Task to carry out: Pick each line containing the word "dead" out of the data below.

Supplied information:
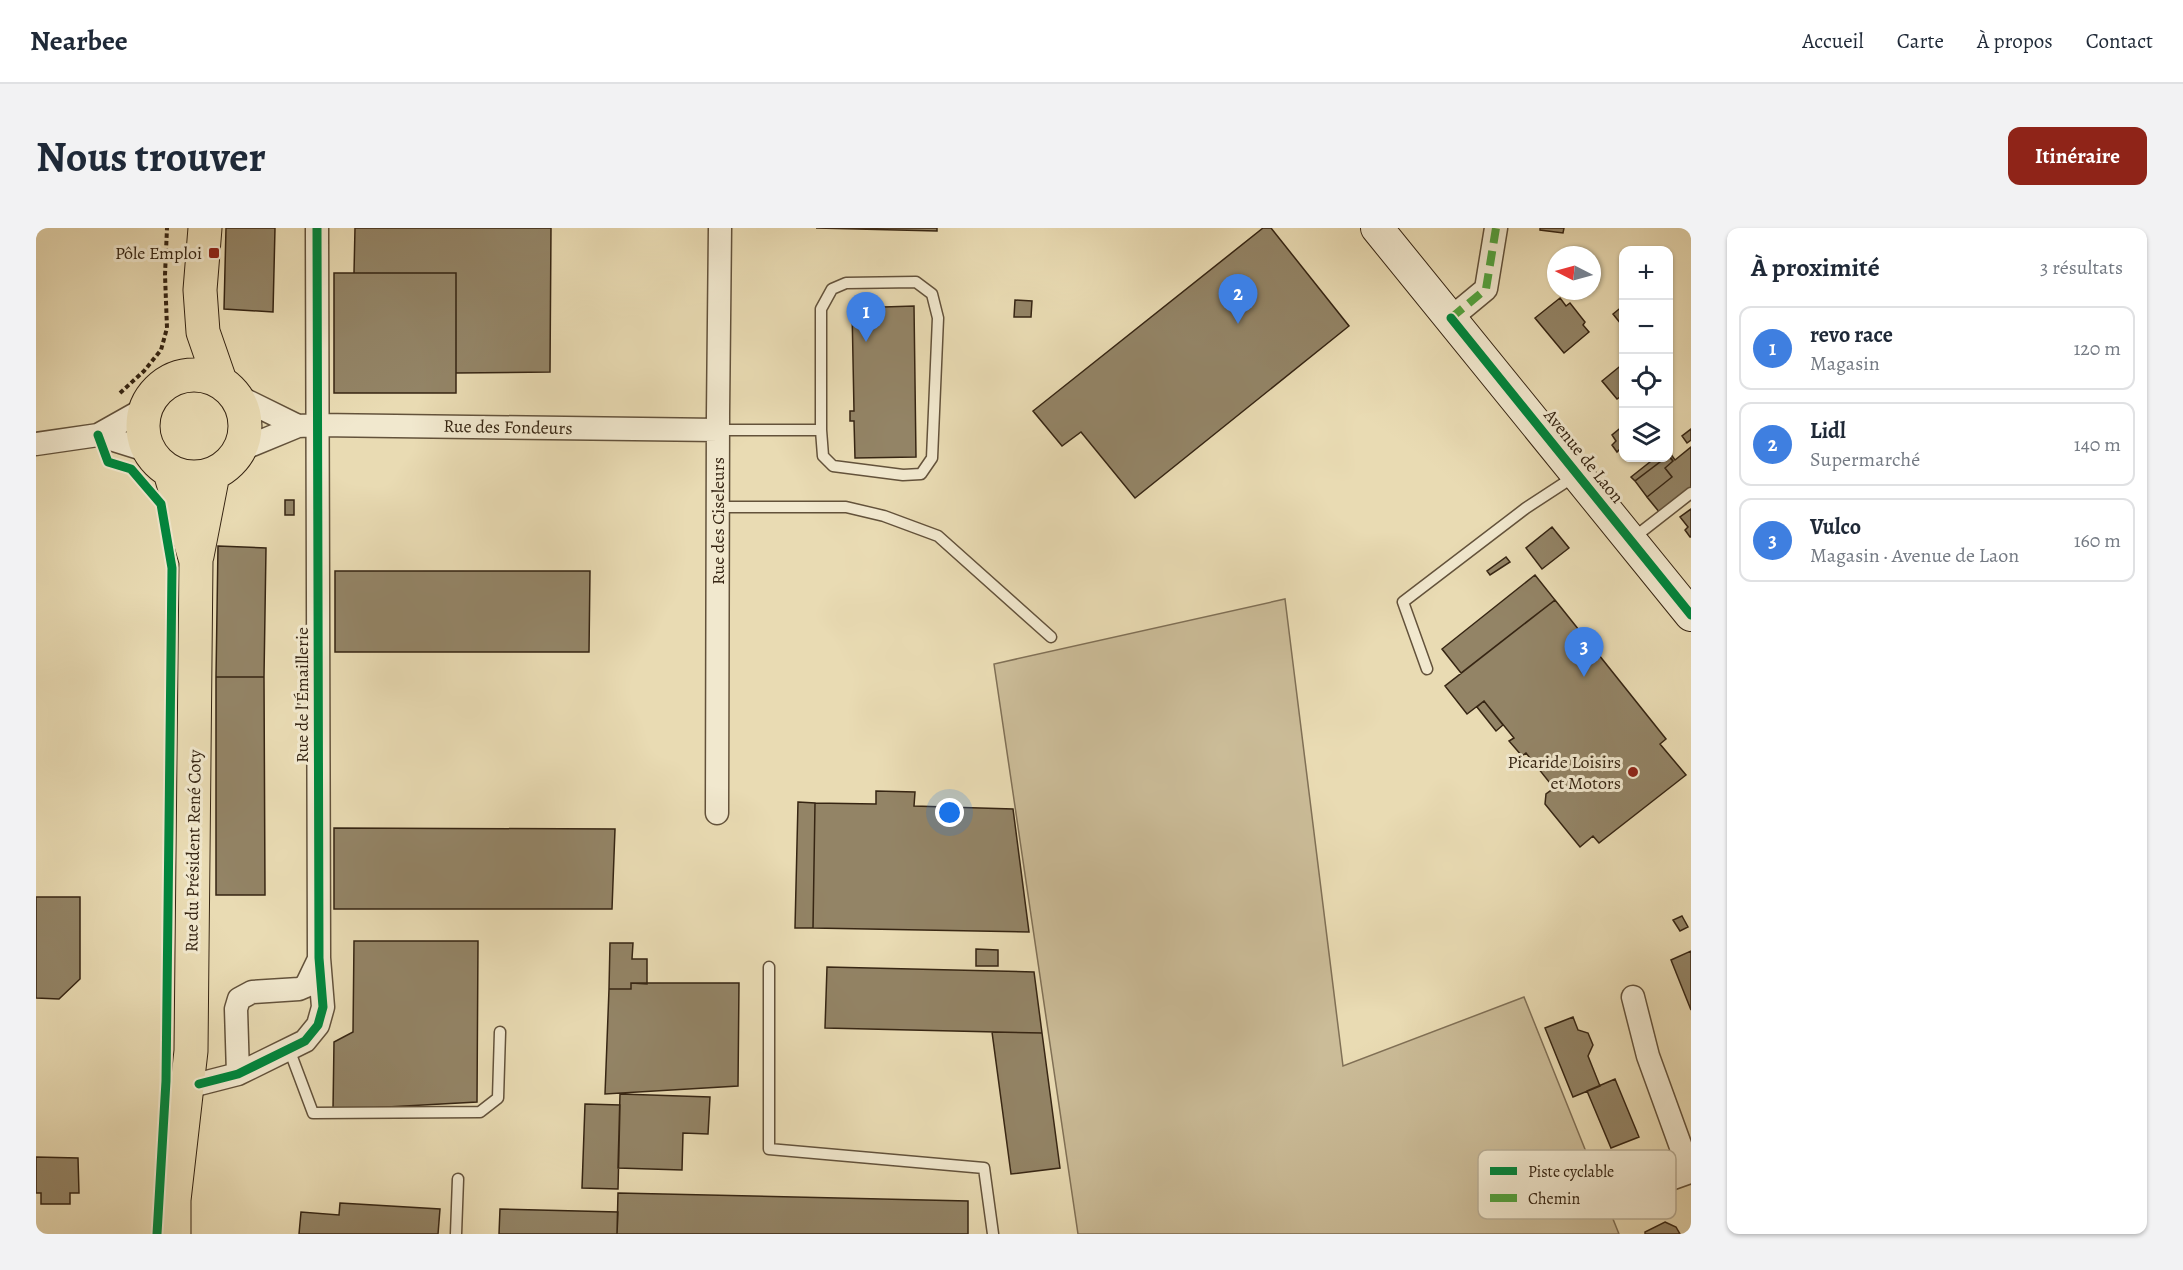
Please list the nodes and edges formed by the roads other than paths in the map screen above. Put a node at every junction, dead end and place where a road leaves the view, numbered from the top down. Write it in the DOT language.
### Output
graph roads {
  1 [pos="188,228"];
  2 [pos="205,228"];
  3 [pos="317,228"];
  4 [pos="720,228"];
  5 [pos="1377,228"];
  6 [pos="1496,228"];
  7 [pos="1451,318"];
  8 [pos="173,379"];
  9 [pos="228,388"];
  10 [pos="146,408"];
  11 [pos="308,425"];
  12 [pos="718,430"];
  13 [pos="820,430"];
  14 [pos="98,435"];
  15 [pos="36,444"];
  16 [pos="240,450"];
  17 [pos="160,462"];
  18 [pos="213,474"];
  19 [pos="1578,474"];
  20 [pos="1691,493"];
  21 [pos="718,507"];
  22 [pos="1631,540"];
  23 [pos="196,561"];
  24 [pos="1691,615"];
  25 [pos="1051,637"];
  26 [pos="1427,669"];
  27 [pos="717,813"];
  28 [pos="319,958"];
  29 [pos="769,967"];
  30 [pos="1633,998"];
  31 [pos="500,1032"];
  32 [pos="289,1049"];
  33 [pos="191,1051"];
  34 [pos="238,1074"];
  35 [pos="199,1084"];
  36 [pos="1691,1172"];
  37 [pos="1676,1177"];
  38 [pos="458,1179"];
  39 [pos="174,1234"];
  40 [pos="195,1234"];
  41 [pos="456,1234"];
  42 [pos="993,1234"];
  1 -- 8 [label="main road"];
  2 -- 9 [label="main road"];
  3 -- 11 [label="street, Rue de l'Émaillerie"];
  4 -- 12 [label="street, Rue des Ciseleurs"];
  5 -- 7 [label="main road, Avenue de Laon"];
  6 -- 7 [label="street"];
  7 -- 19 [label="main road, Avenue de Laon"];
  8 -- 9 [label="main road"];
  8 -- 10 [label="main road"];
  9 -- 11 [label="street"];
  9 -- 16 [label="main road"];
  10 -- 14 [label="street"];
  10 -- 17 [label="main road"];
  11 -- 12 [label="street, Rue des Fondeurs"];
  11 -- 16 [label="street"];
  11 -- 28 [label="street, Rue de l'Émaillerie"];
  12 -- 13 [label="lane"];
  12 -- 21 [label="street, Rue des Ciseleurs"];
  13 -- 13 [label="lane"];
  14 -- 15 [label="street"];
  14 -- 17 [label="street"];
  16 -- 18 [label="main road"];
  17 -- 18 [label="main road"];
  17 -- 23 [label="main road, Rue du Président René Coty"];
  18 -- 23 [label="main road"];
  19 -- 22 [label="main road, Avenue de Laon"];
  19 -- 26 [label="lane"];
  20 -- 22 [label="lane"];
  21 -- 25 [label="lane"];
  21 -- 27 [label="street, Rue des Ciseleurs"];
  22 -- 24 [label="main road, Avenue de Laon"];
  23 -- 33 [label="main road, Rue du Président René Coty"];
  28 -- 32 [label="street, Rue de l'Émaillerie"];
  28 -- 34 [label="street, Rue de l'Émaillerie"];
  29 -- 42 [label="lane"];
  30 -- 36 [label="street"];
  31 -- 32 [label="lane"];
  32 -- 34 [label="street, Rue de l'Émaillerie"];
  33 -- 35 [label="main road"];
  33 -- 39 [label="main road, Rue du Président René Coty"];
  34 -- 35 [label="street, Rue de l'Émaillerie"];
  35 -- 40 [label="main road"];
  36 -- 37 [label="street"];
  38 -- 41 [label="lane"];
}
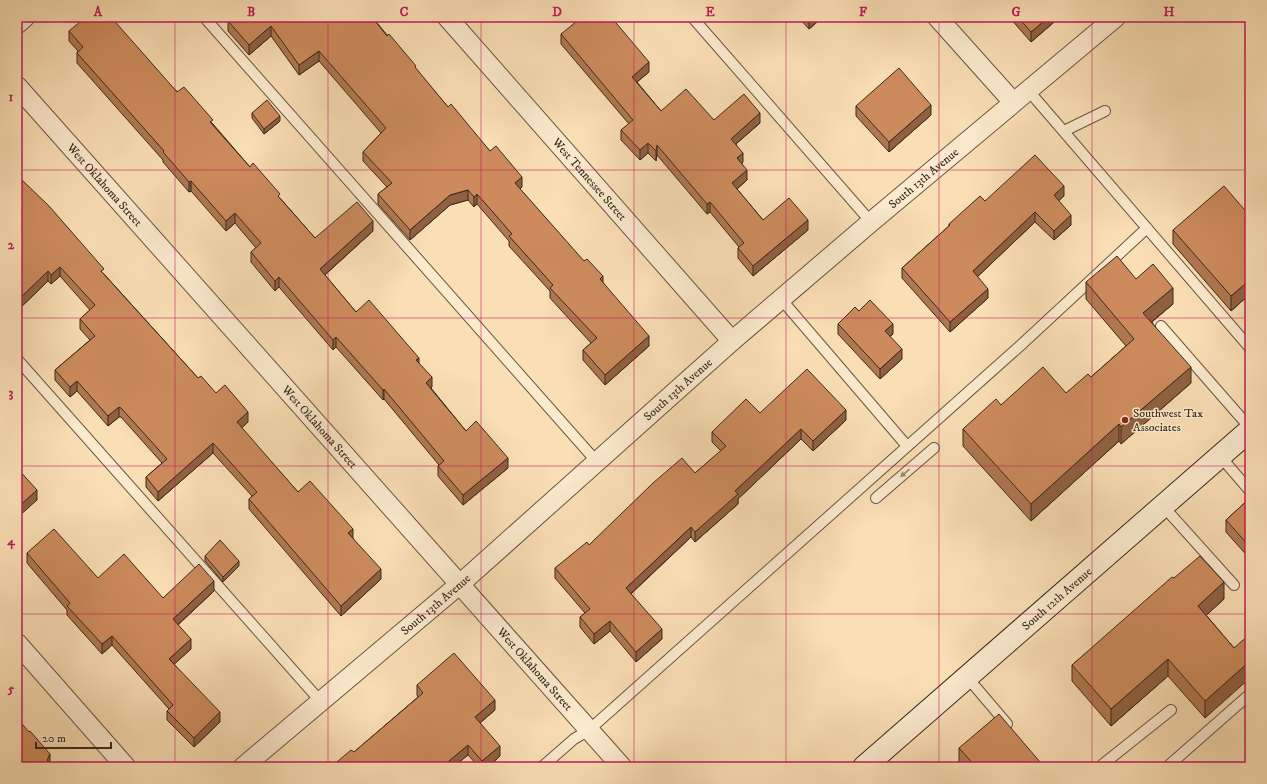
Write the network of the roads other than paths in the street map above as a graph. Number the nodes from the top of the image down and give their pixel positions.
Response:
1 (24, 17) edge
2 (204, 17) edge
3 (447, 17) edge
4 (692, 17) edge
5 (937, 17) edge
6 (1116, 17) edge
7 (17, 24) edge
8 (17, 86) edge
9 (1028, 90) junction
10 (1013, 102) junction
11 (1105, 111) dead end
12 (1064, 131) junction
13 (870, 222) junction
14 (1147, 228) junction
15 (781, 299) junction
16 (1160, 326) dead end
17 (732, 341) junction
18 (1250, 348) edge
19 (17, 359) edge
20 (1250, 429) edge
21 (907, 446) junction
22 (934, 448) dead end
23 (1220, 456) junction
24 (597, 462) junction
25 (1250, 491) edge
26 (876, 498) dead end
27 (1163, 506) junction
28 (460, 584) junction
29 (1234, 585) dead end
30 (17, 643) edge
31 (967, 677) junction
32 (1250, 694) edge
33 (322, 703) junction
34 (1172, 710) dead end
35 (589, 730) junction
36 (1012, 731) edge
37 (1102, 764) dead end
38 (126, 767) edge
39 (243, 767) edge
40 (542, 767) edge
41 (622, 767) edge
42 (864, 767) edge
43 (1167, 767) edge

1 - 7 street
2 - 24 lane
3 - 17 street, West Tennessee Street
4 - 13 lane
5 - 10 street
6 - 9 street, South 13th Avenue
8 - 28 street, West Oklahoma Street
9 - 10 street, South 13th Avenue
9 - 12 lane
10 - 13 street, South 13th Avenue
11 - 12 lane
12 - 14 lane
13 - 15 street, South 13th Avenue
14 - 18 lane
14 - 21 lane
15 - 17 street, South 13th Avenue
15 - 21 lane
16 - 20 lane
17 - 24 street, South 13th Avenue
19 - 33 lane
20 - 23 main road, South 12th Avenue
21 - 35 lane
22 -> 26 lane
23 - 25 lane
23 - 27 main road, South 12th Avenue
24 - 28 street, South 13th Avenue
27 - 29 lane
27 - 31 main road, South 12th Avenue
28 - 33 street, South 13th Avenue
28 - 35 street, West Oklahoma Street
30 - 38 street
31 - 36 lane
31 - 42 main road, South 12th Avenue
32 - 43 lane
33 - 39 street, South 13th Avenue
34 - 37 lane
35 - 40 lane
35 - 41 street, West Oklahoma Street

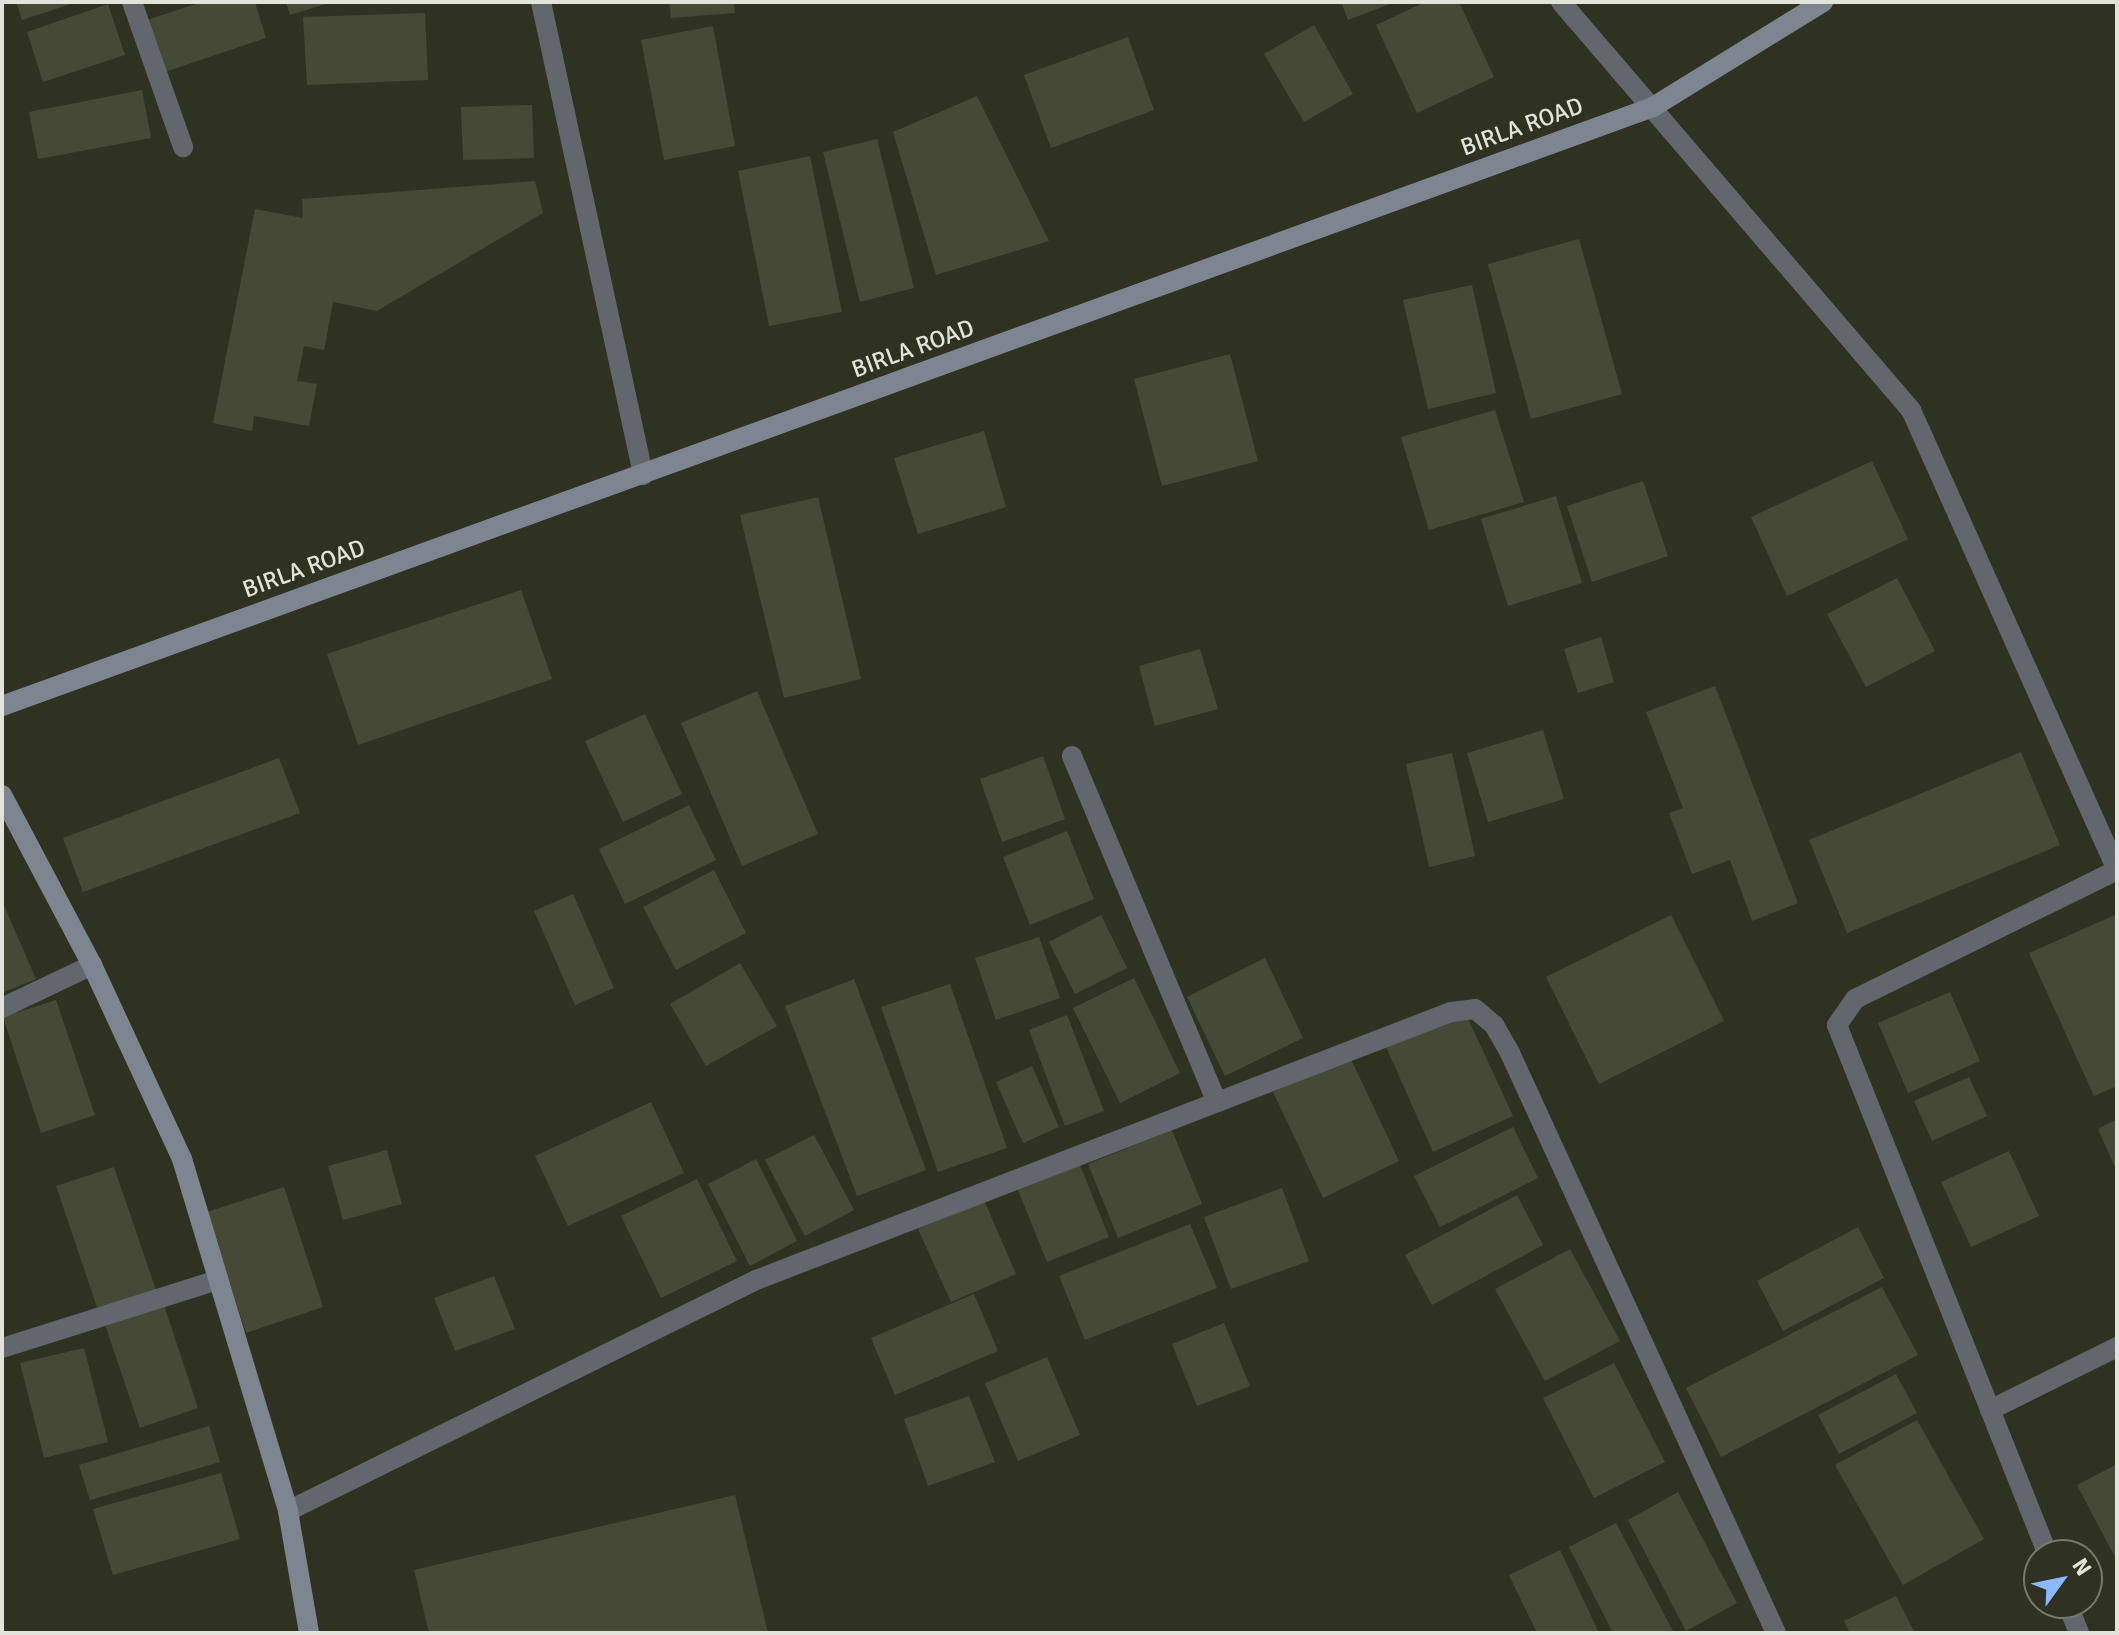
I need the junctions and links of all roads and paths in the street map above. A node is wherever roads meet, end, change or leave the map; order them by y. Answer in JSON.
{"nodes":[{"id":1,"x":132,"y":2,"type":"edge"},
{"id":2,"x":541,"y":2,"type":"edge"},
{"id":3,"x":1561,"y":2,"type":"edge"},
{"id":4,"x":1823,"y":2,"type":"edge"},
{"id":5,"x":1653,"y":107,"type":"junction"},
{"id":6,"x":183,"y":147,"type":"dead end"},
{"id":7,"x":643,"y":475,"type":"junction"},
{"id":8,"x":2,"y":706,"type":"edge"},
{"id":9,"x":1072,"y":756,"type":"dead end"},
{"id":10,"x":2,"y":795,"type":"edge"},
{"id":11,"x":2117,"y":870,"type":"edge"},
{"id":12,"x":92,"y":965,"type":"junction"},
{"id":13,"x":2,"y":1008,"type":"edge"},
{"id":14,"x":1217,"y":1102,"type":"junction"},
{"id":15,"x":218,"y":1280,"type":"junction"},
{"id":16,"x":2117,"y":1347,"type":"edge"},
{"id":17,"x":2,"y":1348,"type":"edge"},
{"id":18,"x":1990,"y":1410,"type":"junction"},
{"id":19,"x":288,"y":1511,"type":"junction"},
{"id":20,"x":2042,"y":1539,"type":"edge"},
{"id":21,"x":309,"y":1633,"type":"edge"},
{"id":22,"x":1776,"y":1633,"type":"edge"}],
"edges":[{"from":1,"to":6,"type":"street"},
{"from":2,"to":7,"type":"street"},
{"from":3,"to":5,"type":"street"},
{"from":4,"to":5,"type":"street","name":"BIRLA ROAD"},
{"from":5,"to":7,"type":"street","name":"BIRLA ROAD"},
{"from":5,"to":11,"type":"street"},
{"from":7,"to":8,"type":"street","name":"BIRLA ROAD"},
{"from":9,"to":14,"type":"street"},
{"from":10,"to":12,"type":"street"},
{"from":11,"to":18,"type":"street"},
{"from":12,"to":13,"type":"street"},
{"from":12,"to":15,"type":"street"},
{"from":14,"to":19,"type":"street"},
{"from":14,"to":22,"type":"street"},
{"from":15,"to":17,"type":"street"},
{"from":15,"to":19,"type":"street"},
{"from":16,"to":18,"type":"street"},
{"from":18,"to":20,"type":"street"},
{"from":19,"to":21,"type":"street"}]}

Output below:
Please list the nodes and edges formed by the roads other than paths in the map screen above. Put a node at every junction, dead end and place where a road leaves the view, numbered from the top down. Write it in the DOT language.
11 (1105, 111) dead end
16 (1160, 326) dead end
22 (934, 448) dead end
26 (876, 498) dead end
29 (1234, 585) dead end
34 (1172, 710) dead end
37 (1102, 764) dead end
{"id":6,"x":183,"y":147,"type":"dead end"},
{"id":9,"x":1072,"y":756,"type":"dead end"},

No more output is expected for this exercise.